Furthermore, Joseph continued, those embargoed nations that do not comply with the US MMPA within six months may face embargo of all their fish and fish products. The rules for implementation of the amendments were published in March 1990. When canners went "dolphin safe" a few months later, most of the US fleet fled the ETP. The result was the US standard disappeared and everyone was embargoed.

In 1991, at the insistence of the radical group Earth Island Institute, the US tried to enforce the embargo conditions against Mexico, Venezuela, and Vanuatu, and the Mexican government brought the issue to an arbitration panel of the General Agreement on Tariffs and Trade, the international trade convention. The panel found that the MMPA violates GATT articles by attempting to restrict trade in resources that lie outside US jurisdiction and that such restriction was not a last resort for the protection of dolphins. The GATT panel did uphold the US regulation that limited "dolphin safe" tuna to those fish caught without casting nets around dolphin, but only because the label definition was used as a marketing strategy by a private company. If a government codified the designation of "dolphin safe," the GATT decision said, it would become a trade barrier in violation of GATT principles. The US Congress passed "dolphin safe" legislation after the GATT decision was rendered and has been in violation of the world trade agreement.

The European Community also filed a complaint against the US tuna embargoes with GATT and won its case.

In both cases, the GATT arbitration panel said that such issues are better solved with a multilateral approach. The Panama agreement and HR 2179 are a result of that effort.

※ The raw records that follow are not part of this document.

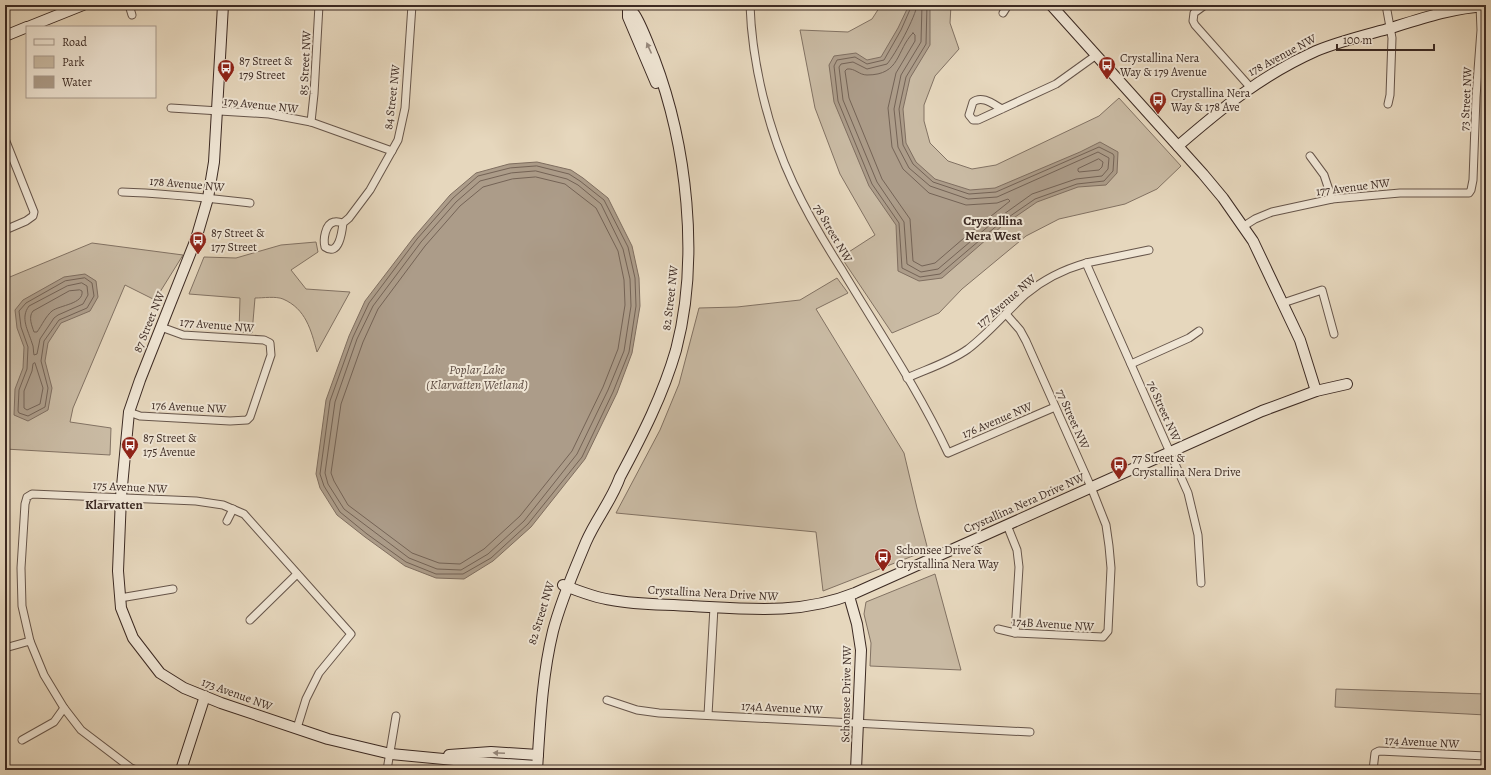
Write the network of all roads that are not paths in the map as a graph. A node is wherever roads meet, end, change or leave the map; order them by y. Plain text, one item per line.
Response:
1 (82, 5) edge
2 (129, 5) edge
3 (223, 5) edge
4 (319, 5) edge
5 (412, 5) edge
6 (750, 5) edge
7 (1008, 5) edge
8 (1051, 5) edge
9 (1205, 5) edge
10 (1386, 5) edge
11 (1482, 6) edge
12 (627, 7) edge
13 (1002, 13) dead end
14 (132, 15) dead end
15 (30, 26) edge
16 (26, 28) edge
17 (1391, 28) junction
18 (5, 36) edge
19 (1096, 56) junction
20 (1250, 87) junction
21 (1388, 104) dead end
22 (171, 108) dead end
23 (1002, 109) dead end
24 (218, 111) junction
25 (311, 122) junction
26 (5, 139) edge
27 (1178, 146) junction
28 (392, 151) junction
29 (1310, 156) dead end
30 (122, 192) dead end
31 (1469, 193) joint
32 (208, 198) junction
33 (1332, 199) junction
34 (250, 203) dead end
35 (343, 222) dead end
36 (1244, 226) junction
37 (5, 230) edge
38 (1149, 250) dead end
39 (1086, 263) junction
40 (1284, 302) junction
41 (1006, 314) junction
42 (161, 327) junction
43 (1199, 331) dead end
44 (1334, 334) dead end
45 (1132, 364) junction
46 (907, 378) junction
47 (1347, 384) dead end
48 (1316, 391) junction
49 (1055, 407) junction
50 (129, 412) junction
51 (247, 420) joint
52 (948, 452) joint
53 (1170, 452) junction
54 (1091, 487) junction
55 (121, 498) junction
56 (233, 509) junction
57 (227, 521) dead end
58 (1007, 525) junction
59 (297, 574) junction
60 (1201, 583) dead end
61 (566, 586) junction
62 (173, 589) dead end
63 (849, 596) junction
64 (120, 598) junction
65 (714, 607) junction
66 (250, 620) dead end
67 (998, 629) dead end
68 (1016, 633) junction
69 (1106, 634) joint
70 (30, 641) junction
71 (5, 648) edge
72 (205, 696) junction
73 (607, 700) dead end
74 (64, 708) junction
75 (708, 715) junction
76 (396, 716) dead end
77 (859, 722) junction
78 (297, 728) junction
79 (1030, 732) dead end
80 (22, 740) dead end
81 (391, 754) junction
82 (535, 754) junction
83 (1486, 756) edge
84 (424, 757) junction
85 (534, 768) edge
86 (136, 770) edge
87 (181, 770) edge
88 (387, 770) edge
89 (856, 770) edge
90 (1373, 770) edge

1 - 15 street
2 - 14 street
3 - 24 street, 87 Street NW
4 - 25 street, 85 Street NW
5 - 28 street, 84 Street NW
6 - 46 street, 78 Street NW
7 - 13 street
8 - 19 street
9 - 20 street
10 - 17 street
11 - 17 street, 178 Avenue NW
11 - 31 street, 73 Street NW
12 - 61 street, 82 Street NW
16 - 18 street
17 - 20 street, 178 Avenue NW
17 - 21 street
19 - 23 street
19 - 27 street
20 - 27 street, 178 Avenue NW
22 - 24 street, 179 Avenue NW
24 - 25 street, 179 Avenue NW
24 - 32 street, 87 Street NW
25 - 28 street, 179 Avenue NW
26 - 37 street
27 - 36 street
28 - 35 street, 84 Street NW
29 - 33 street
30 - 32 street, 178 Avenue NW
31 - 33 street, 177 Avenue NW
32 - 34 street, 178 Avenue NW
32 - 42 street, 87 Street NW
33 - 36 street, 177 Avenue NW
36 - 40 street
38 - 39 street, 177 Avenue NW
39 - 41 street, 177 Avenue NW
39 - 45 street, 76 Street NW
40 - 44 street
40 - 48 street
41 - 46 street, 177 Avenue NW
41 - 49 street, 77 Street NW
42 - 50 street, 87 Street NW
42 - 51 street, 177 Avenue NW
43 - 45 street
45 - 53 street, 76 Street NW
46 - 52 street, 78 Street NW
47 - 48 street, Crystallina Nera Drive NW
48 - 53 street, Crystallina Nera Drive NW
49 - 52 street, 176 Avenue NW
49 - 54 street, 77 Street NW
50 - 51 street, 176 Avenue NW
50 - 55 street, 87 Street NW
53 - 54 street, Crystallina Nera Drive NW
53 - 60 street, 76 Street NW
54 - 58 street, Crystallina Nera Drive NW
54 - 69 street, 77 Street NW
55 - 56 street, 175 Avenue NW
55 - 64 street, 87 Street NW
55 - 70 street, 175 Avenue NW
56 - 57 street
56 - 59 street, 175 Avenue NW
58 - 63 street, Crystallina Nera Drive NW
58 - 68 street
59 - 66 street
59 - 78 street, 175 Avenue NW
61 - 65 street, Crystallina Nera Drive NW
61 - 82 street, 82 Street NW
62 - 64 street
63 - 65 street, Crystallina Nera Drive NW
63 - 77 street, Schonsee Drive NW
64 - 72 street, 173 Avenue NW
65 - 75 street
67 - 68 street, 174B Avenue NW
68 - 69 street, 174B Avenue NW
70 - 71 street
70 - 74 street
72 - 78 street, 173 Avenue NW
72 - 87 street
73 - 75 street, 174A Avenue NW
74 - 80 street
74 - 86 street
75 - 77 street, 174A Avenue NW
76 - 81 street
77 - 79 street, 174A Avenue NW
77 - 89 street, Schonsee Drive NW
78 - 81 street, 173 Avenue NW
81 - 84 street, 173 Avenue NW
81 - 88 street
82 -> 84 street, 173 Avenue NW
82 - 85 street, 82 Street NW
83 - 90 street, 174 Avenue NW
84 - 85 street, 173 Avenue NW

Organizations in favor of the IATTC dolphin conservation program and repeal of punitive US embargoes on tuna caught by encircling dolphins

The five conservation organizations that now favor the conservation program of the Inter-American Tropical Tuna Commission as the best bet for reducing dolphin mortality to zero in the Eastern Tropical Pacific fishery join the following organizations to urge Congress to approve an education, multi-lateral approach to the reduction of bycatch incidental to fishing for tuna:

  • Alliance for America
  • Defenders of Property Rights
  • Sportfishing Association of California
  • Adirondack Blue Line Confederation
  • American land Rights Association
  • California Taxpayer's Network
  • Communities for a Great Northwest
  • East Coast Tuna Federation
  • East Coast Tuna Association
  • Grassroots ESA Coalition
  • National Animal Interest Alliance
  • Putting People First

You can help by contacting your Congressman and asking him to vote in favor of HR 2179 as a reasonable solution to a complex problem.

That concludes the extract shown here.